Gemeinsames Projekt zur Zeitserien Analyse zwischen der Biologischen Anstalt Helgoland und dem Institute of Southern Seas (Ukraine)
Das Monitoring der marinen Umwelt (physikalische und chemische Bedingungen sowie Biodiversität) nimmt im Rahmen nationaler und europäischer Gesetzgebung z. B. der Meeresstrategie Rahmenrichtlinie immer größere Bedeutung ein. Die produzierten Datenmengen steigen dabei durch die zunehmend eingesetzten semiautonomen und autonomen Systeme wie Ferryboxen, Meßbojen, phylochips etc. immer mehr zu (Eine Ferrybox kann ohne weiteres Daten für ein Dutzend Parameter im Minutentakt erzeugen).
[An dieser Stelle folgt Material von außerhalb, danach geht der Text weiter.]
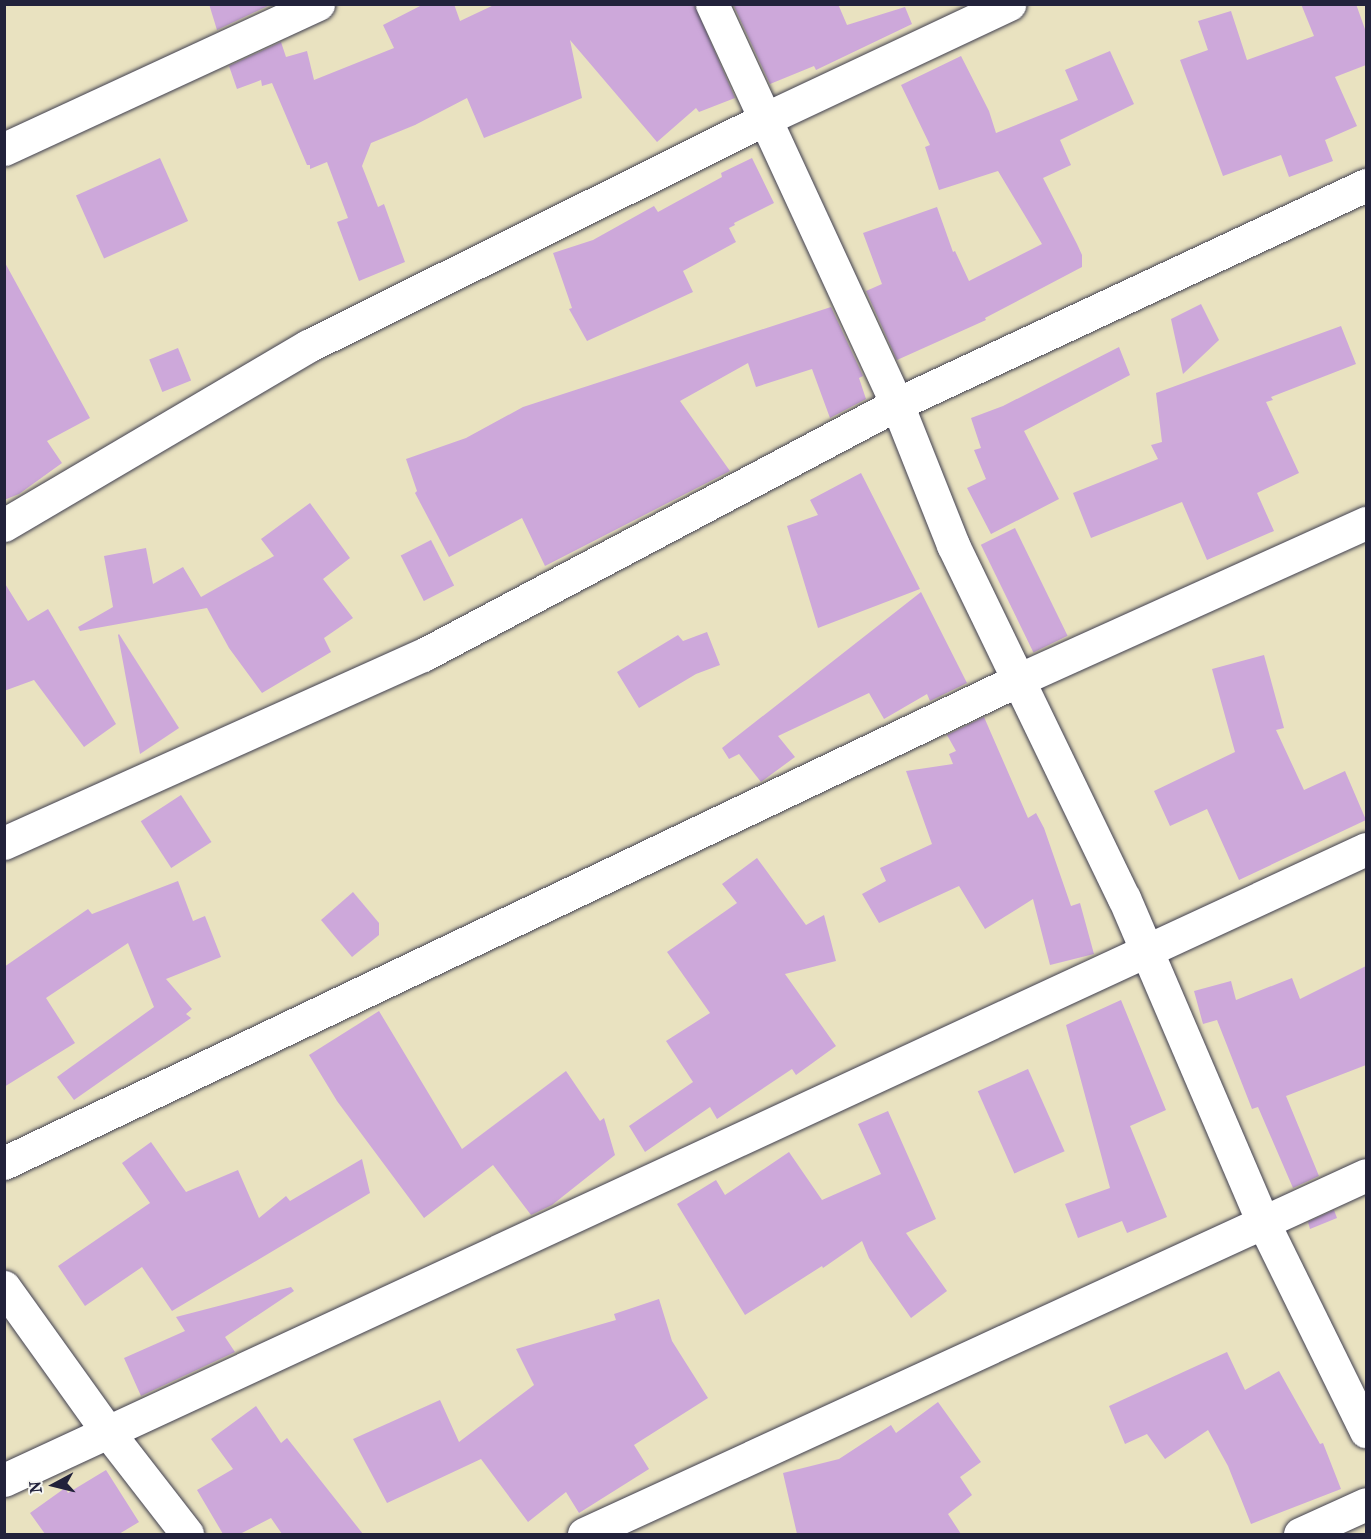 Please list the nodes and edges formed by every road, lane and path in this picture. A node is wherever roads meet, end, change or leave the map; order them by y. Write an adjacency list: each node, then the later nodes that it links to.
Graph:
1 (318, 4): 5 (street)
2 (712, 4): 4 (street)
3 (1009, 4): 4 (street)
4 (765, 119): 7 (street); 9 (street)
5 (4, 149)
6 (1366, 185): 7 (street)
7 (897, 404): 10 (street); 11 (street)
8 (1366, 523): 10 (street)
9 (4, 525)
10 (1018, 680): 13 (street); 14 (street)
11 (4, 843)
12 (1366, 849): 13 (street)
13 (1147, 951): 16 (street); 19 (street)
14 (4, 1163)
15 (1366, 1175): 16 (street)
16 (1264, 1224): 18 (street); 23 (street)
17 (4, 1287): 19 (street)
18 (1363, 1424)
19 (108, 1432): 20 (street); 22 (street)
20 (4, 1479)
21 (1366, 1504): 24 (street)
22 (187, 1534)
23 (584, 1534)
24 (1300, 1534) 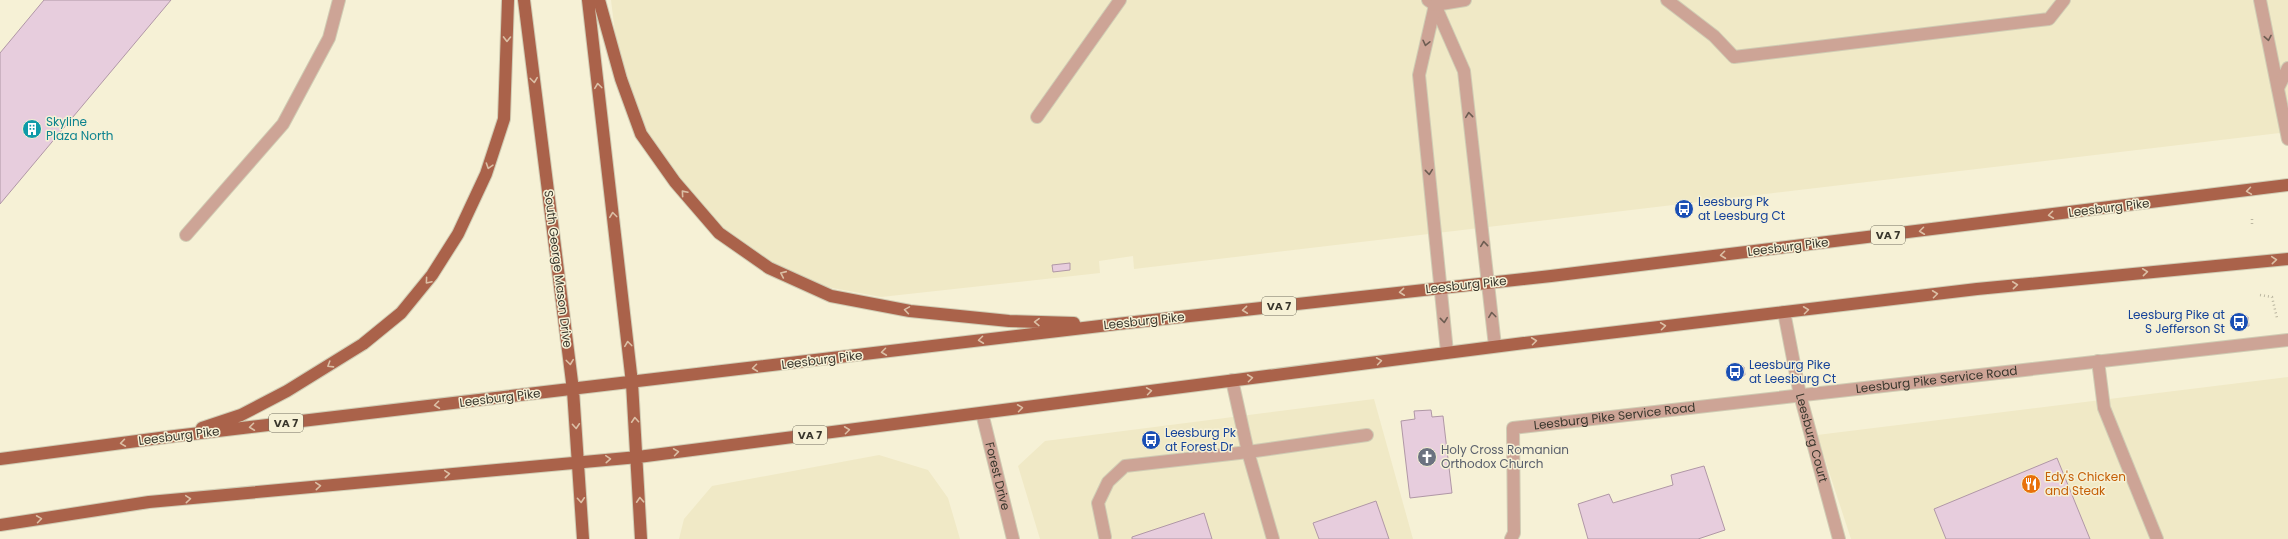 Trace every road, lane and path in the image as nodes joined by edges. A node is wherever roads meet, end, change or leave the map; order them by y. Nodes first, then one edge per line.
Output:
1 (339, 0) edge
2 (508, 0) edge
3 (524, 0) edge
4 (588, 0) edge
5 (599, 0) edge
6 (1120, 0) edge
7 (1465, 0) edge
8 (1667, 0) edge
9 (2064, 0) edge
10 (2260, 0) edge
11 (1431, 3) edge
12 (2288, 68) edge
13 (2278, 88) junction
14 (1036, 117) dead end
15 (2288, 139) edge
16 (2288, 185) edge
17 (2252, 219) dead end
18 (2252, 224) dead end
19 (186, 234) dead end
20 (2288, 259) edge
21 (1488, 283) junction
22 (1441, 288) junction
23 (2260, 295) dead end
24 (1784, 312) junction
25 (2278, 321) dead end
26 (1118, 324) junction
27 (2288, 340) edge
28 (1495, 346) junction
29 (1448, 352) junction
30 (2098, 361) junction
31 (1232, 380) junction
32 (632, 383) junction
33 (573, 390) junction
34 (1800, 395) junction
35 (982, 413) junction
36 (175, 436) junction
37 (1367, 436) dead end
38 (1248, 452) junction
39 (638, 457) junction
40 (0, 459) edge
41 (578, 462) junction
42 (0, 524) edge
43 (1103, 538) edge
44 (583, 539) edge
45 (641, 539) edge
46 (1014, 539) edge
47 (1273, 539) edge
48 (1510, 539) edge
49 (1839, 539) edge
50 (2157, 539) edge

1 - 19 street
2 -> 36 main road
3 -> 33 main road, South George Mason Drive
32 -> 4 main road
26 -> 5 main road
6 - 14 street
7 - 11 street
8 - 9 street
10 -> 13 street
21 -> 11 street
11 -> 22 street
12 - 13 street
13 - 15 street
16 -> 21 main road, Leesburg Pike / VA 7
17 - 18 path
24 -> 20 main road, VA 7
21 - 22 main road, Leesburg Pike / VA 7
28 -> 21 street
22 -> 26 main road, Leesburg Pike / VA 7
22 -> 29 street
23 - 25 path
28 -> 24 main road, VA 7
24 - 34 street, Leesburg Court
26 -> 32 main road, Leesburg Pike / VA 7
27 - 30 street, Leesburg Pike Service Road
28 - 29 main road, VA 7
31 -> 29 main road, VA 7
30 - 34 street, Leesburg Pike Service Road
30 - 50 street
35 -> 31 main road, VA 7
31 - 38 street
32 - 33 main road, Leesburg Pike / VA 7
39 -> 32 main road
33 -> 36 main road, Leesburg Pike / VA 7
33 -> 41 main road, South George Mason Drive
34 - 48 street, Leesburg Pike Service Road
34 - 49 street, Leesburg Court
39 -> 35 main road, VA 7
35 - 46 street, Forest Drive
36 -> 40 main road, Leesburg Pike / VA 7
37 - 38 street
38 - 43 street
38 - 47 street
41 -> 39 main road, VA 7
45 -> 39 main road
42 -> 41 main road, VA 7
41 -> 44 main road, South George Mason Drive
Die Integration und Interpretation solcher enormen Datenmengen ist aber schwierig, da zwar eine Vielzahl von statistischen Methoden theoretisch einsetzbar sind aber in der Praxis nicht genügend im Hinblick auf ihre Anwendbarkeit/Aussagefähigkeit bei verschiedenen Datensätzen und in verschiedenen Situationen getestet wurden. Gerade im Hinblick auf den Klimawandel und seine Folgen sind aber robuste (verlässliche) Analysen von Langzeitdaten, sowie die Vergleichbarkeit der Analysen verschiedener Datenserien zwingend erforderlich.
In diesem kleinen BmbF geförderten Projekts werden gemeinsame Analysen der BAH und IBSS Datensätze durchgeführt mit dem Ziel die Robustheit verschiedener statistische Methoden zu testen.